During the month of March, and after much debate, the Patient Protection and Affordable Care Act of 2010 and the Health Care and Education Affordability Reconciliation Act of 2010 were signed into law. This new legislation, commonly referred to as "health care reform," made sweeping changes to health care as we currently know it, including the introduction of new programs aimed to assist older Americans with long term care.
This issue of The ElderCounselorTM will focus on four areas where health care reform impacts our senior population and their loved ones: Medicare improvements, prescription drug help, expansion of Medicaid to home-based services, and long term care insurance available for any working adult.
Preventive benefits. Older adults will no longer have to pay out of pocket for preventive care services such as cancer and diabetes screenings. Effective January 1, 2011, all deductibles and co-insurance for preventive benefits will be eliminated. Medicare recipients will also receive one free annual wellness visit.
Dual-eligible subsidy improvements. Those seniors who are eligible for both Medicare and Medicaid (called "dual-eligibles") and are enrolled in home and community-based services waiver programs will no longer have to pay cost sharing for their Part D prescription drugs.
Reduced government subsidies to Medicare Advantage plans. Medicare Advantage plans are run by private insurers as an alternative to traditional Medicare. Historically, private insurers offering Medicare Advantage plans have received subsidies from the government for entering the Medicare market. As a result, care for people in Medicare Advantage plans costs approximately 13% more on average than care for people enrolled in traditional Medicare. Under the new legislation, subsidies to private insurers offering Medicare Advantage programs will be frozen at the 2010 levels. Then, cuts averaging 12% per year will be phased in over the next six years to bring payments closer to what traditional Medicare spends to provide medical care.
Planning Note: Individuals currently enrolled in a Medicare Advantage plan may see reductions in their covered services in the near future and should review their coverage closely in the coming months.
Closing the doughnut hole. The coverage gap in the Medicare Part D prescription drug benefit, often called the "doughnut hole," will be completely closed by 2020. Currently, this gap begins when a beneficiary's total prescription drug costs reach $2,830. Beneficiaries must pay the next $3,610 in prescription drug costs themselves, then catastrophic coverage begins.

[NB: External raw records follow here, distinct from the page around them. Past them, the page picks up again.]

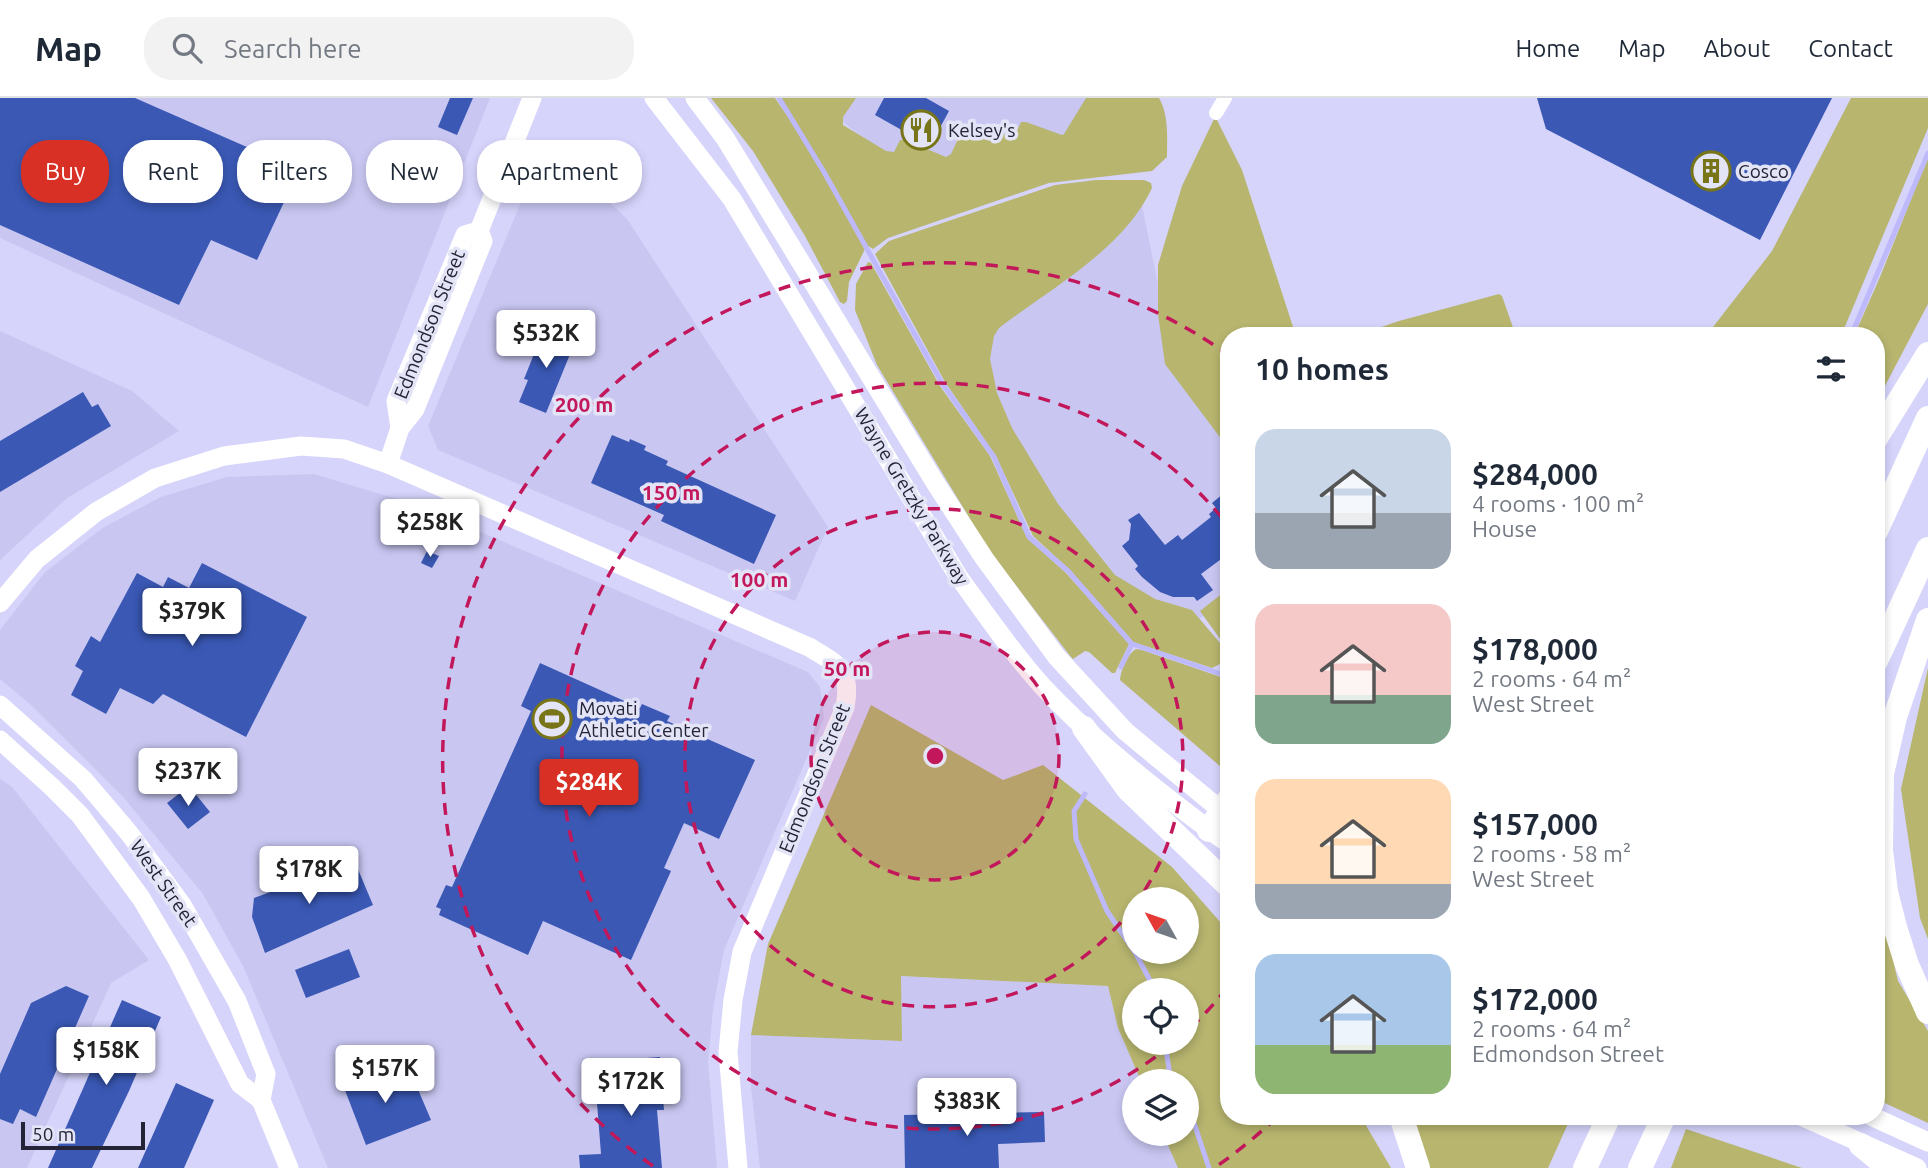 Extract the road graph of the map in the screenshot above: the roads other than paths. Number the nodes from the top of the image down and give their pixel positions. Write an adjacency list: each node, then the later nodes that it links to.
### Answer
1 (653, 98): 16 (main road, Wayne Gretzky Parkway)
2 (695, 98): 19 (main road, Wayne Gretzky Parkway)
3 (1225, 98): 5 (street)
4 (533, 99): 9 (main road, Edmondson Street)
5 (1216, 113)
6 (1928, 354): 8 (highway)
7 (1928, 418): 10 (highway)
8 (1885, 423)
9 (388, 464): 12 (main road, Edmondson Street); 34 (main road, Edmondson Street)
10 (1885, 511)
11 (1928, 549): 14 (highway)
12 (0, 603)
13 (1928, 620): 18 (highway)
14 (1885, 642)
15 (0, 705): 24 (main road, West Street)
16 (1084, 727): 20 (main road, Wayne Gretzky Parkway); 21 (highway)
17 (0, 740): 24 (main road, West Street)
18 (1885, 761)
19 (1220, 817)
20 (1220, 818)
21 (1220, 877)
22 (1885, 884): 23 (highway)
23 (1928, 1012)
24 (261, 1100): 33 (main road, West Street)
25 (1885, 1122): 30 (main road)
26 (1404, 1125): 35 (highway)
27 (1605, 1125): 36 (highway)
28 (1660, 1125): 32 (highway)
29 (1820, 1125): 31 (main road)
30 (1928, 1142)
31 (1861, 1144): 37 (highway); 38 (main road)
32 (1642, 1164)
33 (289, 1168)
34 (738, 1168)
35 (1418, 1168)
36 (1585, 1168)
37 (1889, 1168)
38 (1917, 1168) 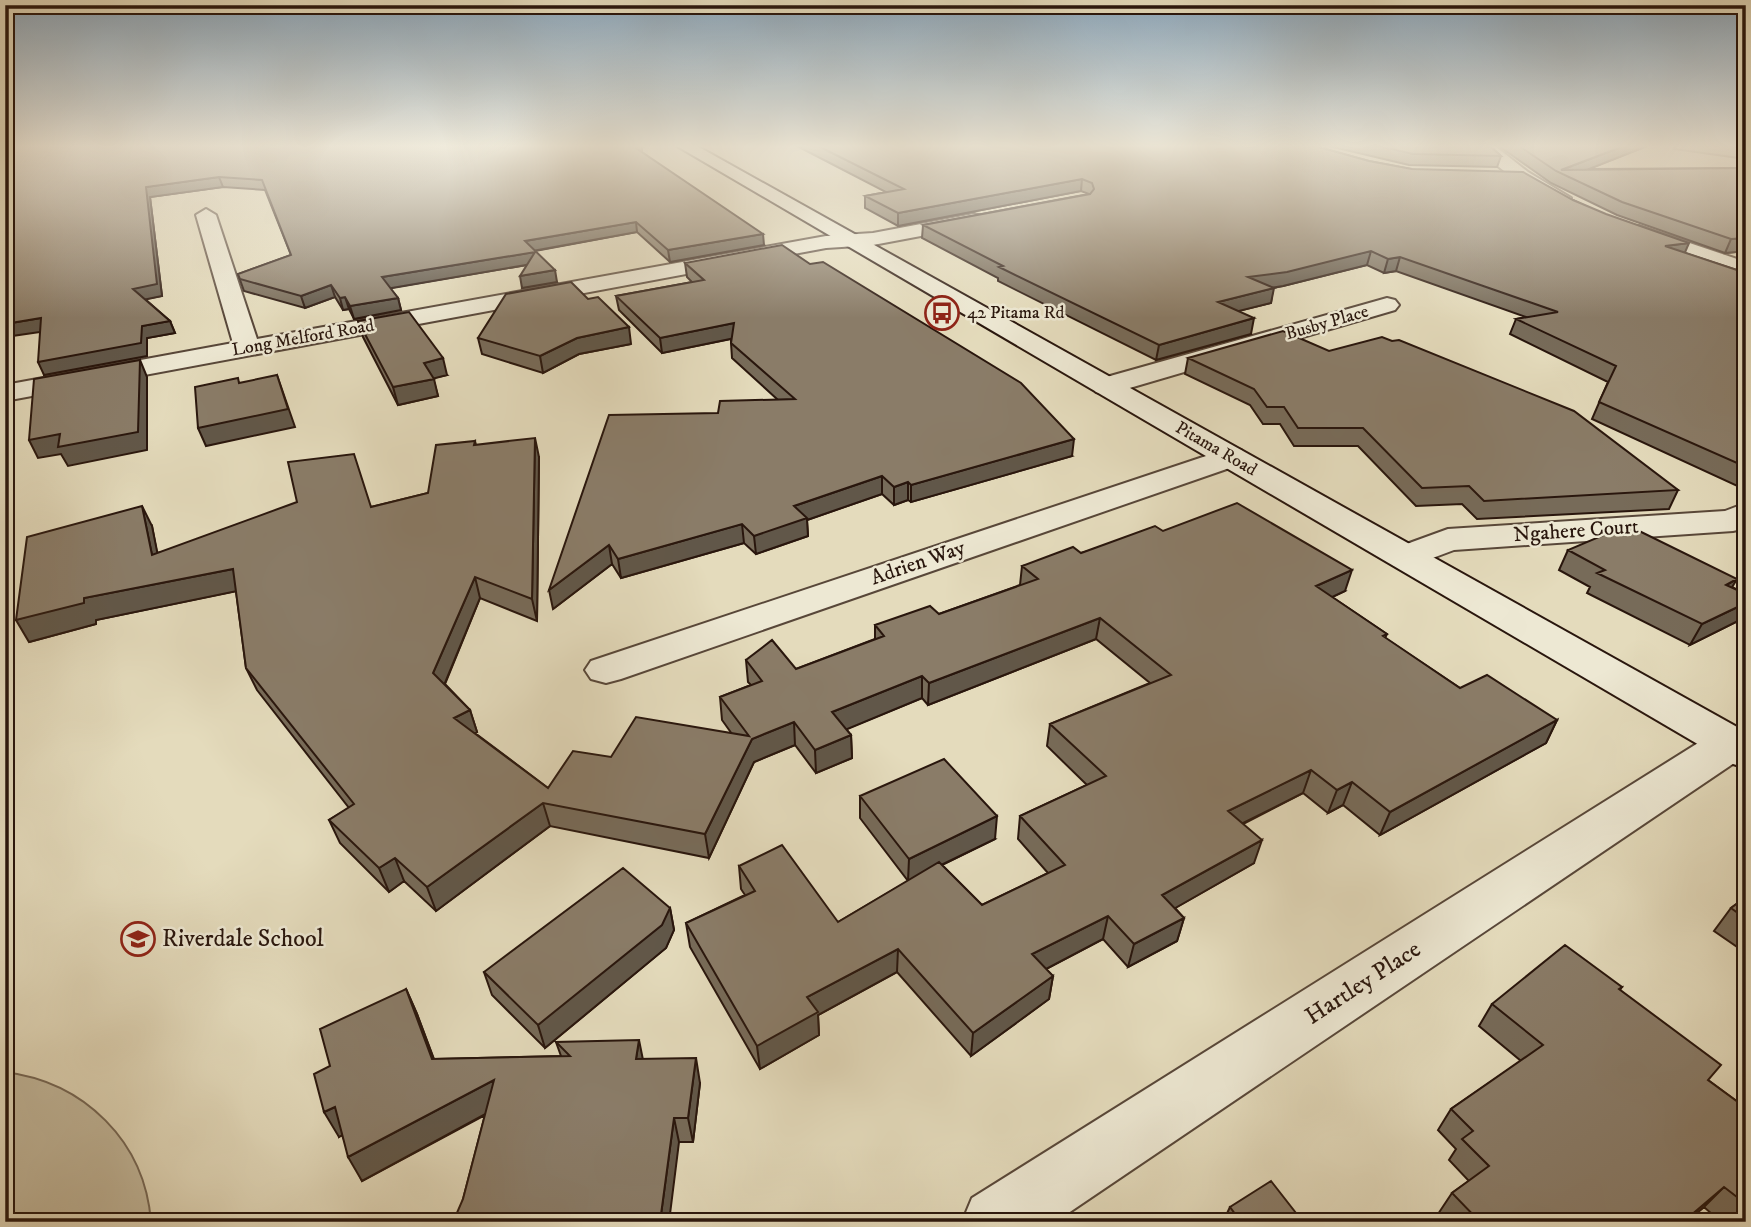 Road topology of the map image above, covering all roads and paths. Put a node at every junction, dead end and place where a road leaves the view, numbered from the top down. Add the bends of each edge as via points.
1 (785, 203) edge
2 (1573, 203) edge
3 (1582, 208) edge
4 (206, 215) dead end
5 (990, 217) edge
6 (1624, 225) edge
7 (849, 240) junction
8 (1746, 270) edge
9 (1387, 305) dead end
10 (247, 348) junction
11 (1106, 386) junction
12 (5, 393) edge
13 (1230, 457) junction
14 (1746, 513) edge
15 (1406, 557) junction
16 (606, 670) dead end
17 (1738, 748) edge
18 (996, 1222) edge

1 - 7 street, Pitama Road
2 - 3 street
4 - 10 street
5 - 7 street, Long Melford Road
6 - 8 street
7 - 10 street, Long Melford Road
7 - 11 street, Pitama Road
9 - 11 street, Busby Place
10 - 12 street, Long Melford Road
11 - 13 street, Pitama Road
13 - 15 street, Pitama Road
13 - 16 street, Adrien Way
14 - 15 street, Ngahere Court via 1733,521 1448,540
15 - 17 street, Pitama Road
17 - 18 street, Hartley Place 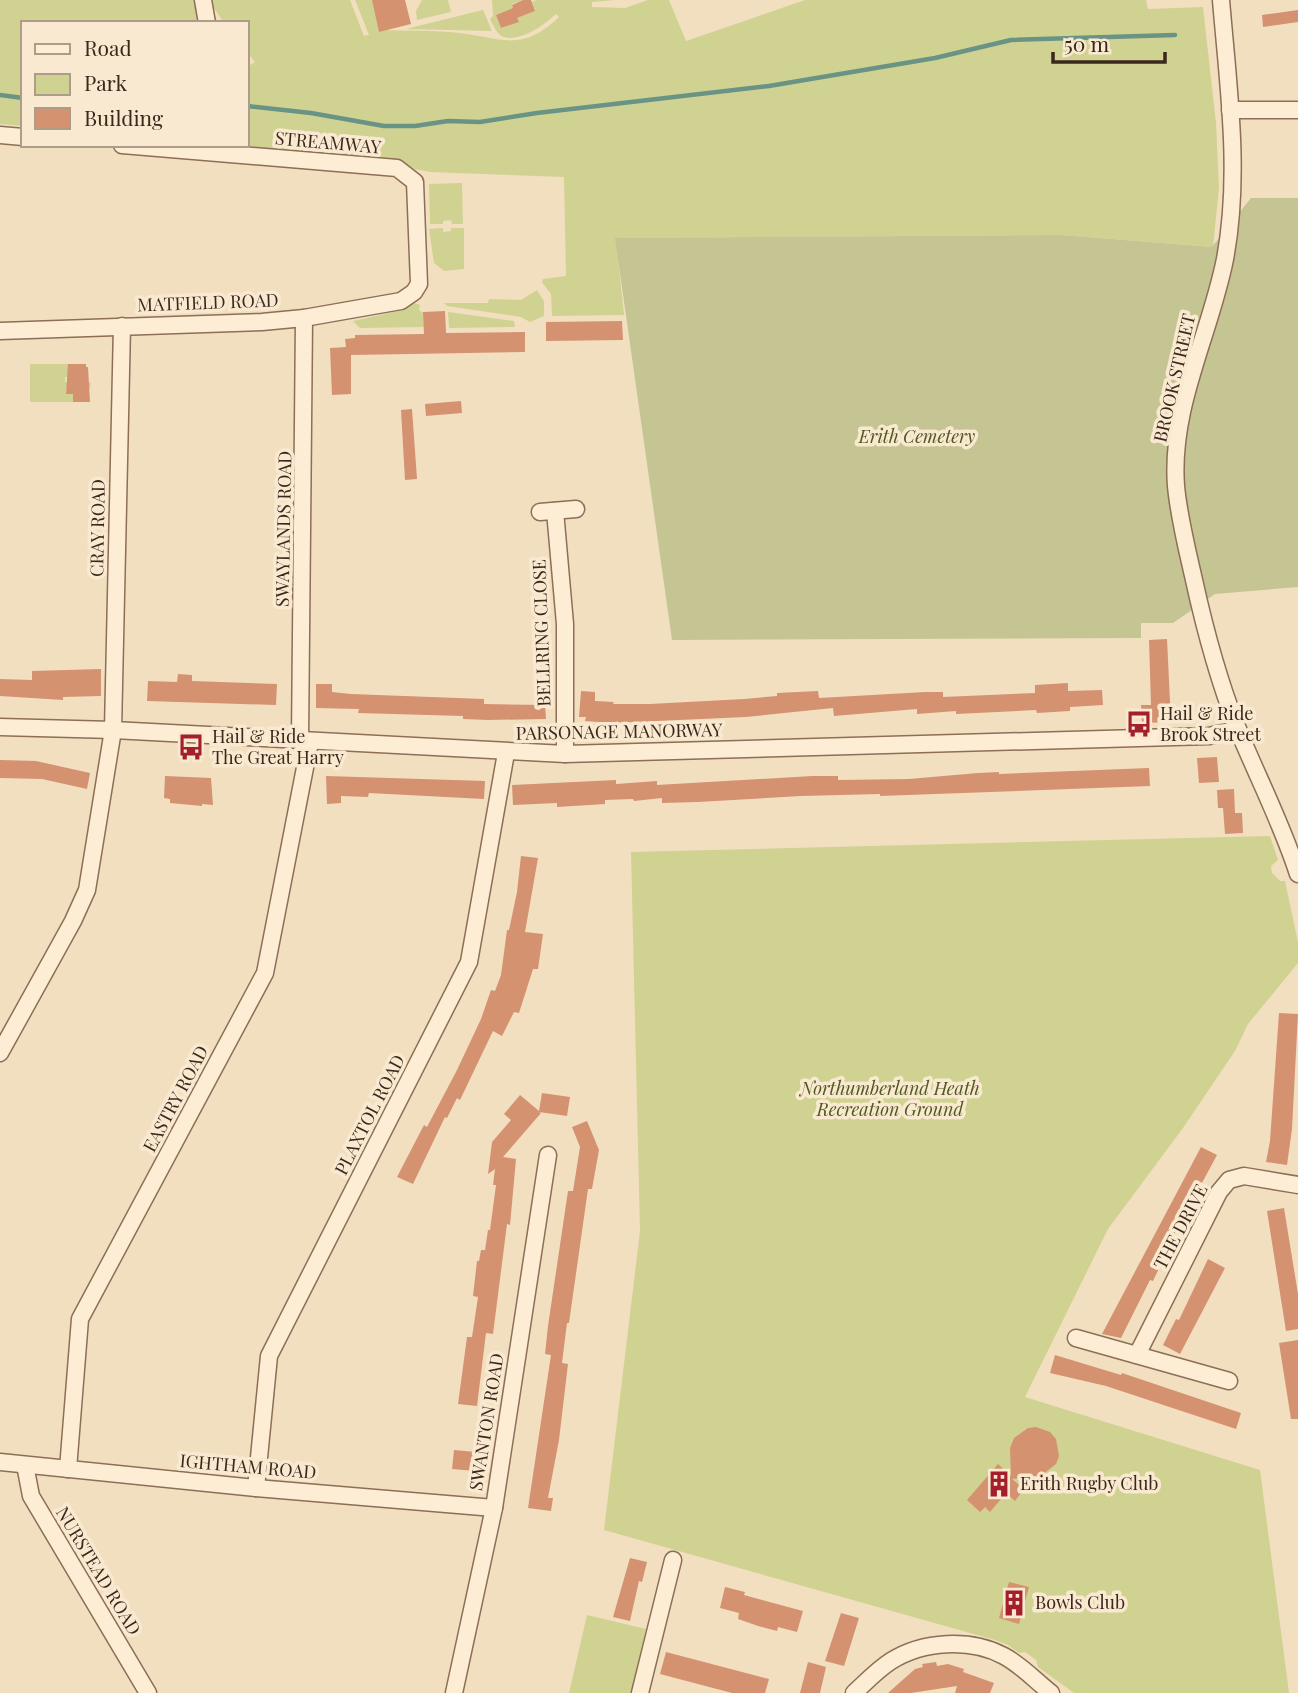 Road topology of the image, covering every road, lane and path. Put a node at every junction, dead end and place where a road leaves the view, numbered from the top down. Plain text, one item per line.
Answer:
1 (203, 0) edge
2 (1222, 0) edge
3 (207, 21) edge
4 (1230, 110) junction
5 (1298, 110) edge
6 (0, 135) edge
7 (21, 137) edge
8 (146, 147) edge
9 (414, 292) joint
10 (304, 318) junction
11 (122, 326) junction
12 (0, 331) edge
13 (576, 509) dead end
14 (0, 727) edge
15 (1238, 729) junction
16 (113, 730) junction
17 (305, 742) junction
18 (506, 753) junction
19 (565, 754) junction
20 (1290, 831) edge
21 (1298, 874) edge
22 (0, 1053) edge
23 (548, 1155) dead end
24 (1298, 1185) edge
25 (1076, 1338) dead end
26 (1137, 1355) junction
27 (1229, 1381) dead end
28 (0, 1462) edge
29 (25, 1465) junction
30 (68, 1469) junction
31 (256, 1488) junction
32 (494, 1508) junction
33 (673, 1560) dead end
34 (148, 1693) edge
35 (454, 1693) edge
36 (640, 1693) edge
37 (854, 1693) edge
38 (1051, 1693) edge

1 - 3 street
2 - 4 street, BROOK STREET
4 - 5 street
4 - 15 street, BROOK STREET
6 - 7 street
8 - 9 street, STREAMWAY
9 - 10 street, MATFIELD ROAD
10 - 11 street, MATFIELD ROAD
10 - 17 street, SWAYLANDS ROAD
11 - 12 street, MATFIELD ROAD
11 - 16 street, CRAY ROAD
13 - 19 street, BELLRING CLOSE
14 - 16 street, PARSONAGE MANORWAY
15 - 19 street, PARSONAGE MANORWAY
15 - 20 street, BROOK STREET
16 - 17 street, PARSONAGE MANORWAY
16 - 22 street, CRAY ROAD
17 - 18 street, PARSONAGE MANORWAY
17 - 30 street, EASTRY ROAD
18 - 19 street, PARSONAGE MANORWAY
18 - 31 street, PLAXTOL ROAD
20 - 21 street, BROOK STREET
23 - 32 street, SWANTON ROAD
24 - 26 street, THE DRIVE
25 - 26 street
26 - 27 street
28 - 29 street, IGHTHAM ROAD
29 - 30 street, IGHTHAM ROAD
29 - 34 street, NURSTEAD ROAD
30 - 31 street, IGHTHAM ROAD
31 - 32 street, IGHTHAM ROAD
32 - 35 street, SWANTON ROAD
33 - 36 street
37 - 38 street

Under the new legislation, beneficiaries who fall into the doughnut hole will receive a $250 rebate in 2010. Starting in 2011, they will receive a 50% discount on name-brand drugs and other discounts on generic drugs. These discounts will increase each year until 2020, when beneficiaries will be responsible for 25% of the cost of drugs until the catastrophic limit is reached. This 25% co-pay is the same percentage beneficiaries pay for initial coverage under Part D.
Planning Note: The "doughnut hole" will be gradually reduced until completely closed in 2020. Rebates and discounts on prescription drugs begin this year. Contact us to learn about other programs that may provide assistance with prescription drugs and other out-of-pocket medical expenses.
Incentives to encourage in-home Medicaid services. Under the new legislation, states are given more incentives to offer home and community-based services. One incentive is offered under the "Community First Choice" option. With this option, states that did not offer these types of services previously can begin to do so by amending their state Medicaid plan beginning October 1, 2011. Those states that offer home and community-based services under the "Community First Choice" option will receive an increase in Medicaid matching dollars for the cost of the program. States that already offer home and community-based programs are also eligible for increased Medicaid matching dollars if they submit an application that includes a detailed plan and budget for increasing the use of non-institutional care. For a five-year period beginning in 2014, states will be required to extend the same spousal impoverishment protections currently provided to spouses of nursing home residents to spouses of individuals receiving home and community-based services.
Planning Note: The Medicaid qualification rules are complex and change often. It is important to consult with an elder law attorney to discuss planning options and to understand what programs provide the most benefits.
Government-operated long term care insurance program. Beginning in January, 2011, Community Living Assistance Services and Supports (CLASS) will be available to working adults. While premiums and benefits have not yet been set, an individual must be enrolled in the program for 5 years and maintain the minimal work requirements for 3 of the first 5 years of employment. Premiums will be deducted automatically from the individual's paycheck and are expected to range from $150 to $240/month depending on the age of the enrollee (with decreased premiums available to persons with low income). The $50/day minimum benefit can be used to pay for personal care needs, medical equipment and in-home care.
Planning Note: Not everyone who pays a premium for 5 years is eligible to receive benefits. During those five years the employee must have earned the equivalent of a quarter of coverage under the Social Security program and paid premiums for at least 24 consecutive months.
There are a number of provisions within the health care reform legislation that can provide significant benefits to seniors and their loved ones. However, it will be months and years before many benefits are fully realized, if at all. This new legislation and the need for it brings to light the potential financial crisis that many seniors may face once long term care is required. It is vitally important for individuals to create a long term care plan that covers how care will be obtained, how it will be paid, and who will act on behalf of the individual in the event of incapacity.